BEGIN Records supplied
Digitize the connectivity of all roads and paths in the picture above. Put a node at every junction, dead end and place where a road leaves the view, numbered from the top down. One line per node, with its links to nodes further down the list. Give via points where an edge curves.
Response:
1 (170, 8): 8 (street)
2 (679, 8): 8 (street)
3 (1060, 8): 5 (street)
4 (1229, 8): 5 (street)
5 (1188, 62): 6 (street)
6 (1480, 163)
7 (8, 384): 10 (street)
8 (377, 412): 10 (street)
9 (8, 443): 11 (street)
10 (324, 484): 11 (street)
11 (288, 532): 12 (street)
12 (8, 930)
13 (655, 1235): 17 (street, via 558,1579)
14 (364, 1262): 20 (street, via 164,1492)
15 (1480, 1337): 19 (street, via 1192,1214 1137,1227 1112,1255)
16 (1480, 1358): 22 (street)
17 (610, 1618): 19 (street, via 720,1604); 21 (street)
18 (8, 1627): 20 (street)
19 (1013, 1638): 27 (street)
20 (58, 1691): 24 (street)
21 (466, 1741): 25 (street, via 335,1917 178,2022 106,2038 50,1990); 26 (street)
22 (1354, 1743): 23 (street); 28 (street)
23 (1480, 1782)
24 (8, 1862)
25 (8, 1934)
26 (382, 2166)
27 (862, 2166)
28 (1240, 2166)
END Records supplied
▸ Task goal: The data above needs to be retyped in full, exactly as given.

▸ Your solution:
Digitize the connectivity of all roads and paths in the picture above. Put a node at every junction, dead end and place where a road leaves the view, numbered from the top down. One line per node, with its links to nodes further down the list. Give via points where an edge curves.
Response:
1 (170, 8): 8 (street)
2 (679, 8): 8 (street)
3 (1060, 8): 5 (street)
4 (1229, 8): 5 (street)
5 (1188, 62): 6 (street)
6 (1480, 163)
7 (8, 384): 10 (street)
8 (377, 412): 10 (street)
9 (8, 443): 11 (street)
10 (324, 484): 11 (street)
11 (288, 532): 12 (street)
12 (8, 930)
13 (655, 1235): 17 (street, via 558,1579)
14 (364, 1262): 20 (street, via 164,1492)
15 (1480, 1337): 19 (street, via 1192,1214 1137,1227 1112,1255)
16 (1480, 1358): 22 (street)
17 (610, 1618): 19 (street, via 720,1604); 21 (street)
18 (8, 1627): 20 (street)
19 (1013, 1638): 27 (street)
20 (58, 1691): 24 (street)
21 (466, 1741): 25 (street, via 335,1917 178,2022 106,2038 50,1990); 26 (street)
22 (1354, 1743): 23 (street); 28 (street)
23 (1480, 1782)
24 (8, 1862)
25 (8, 1934)
26 (382, 2166)
27 (862, 2166)
28 (1240, 2166)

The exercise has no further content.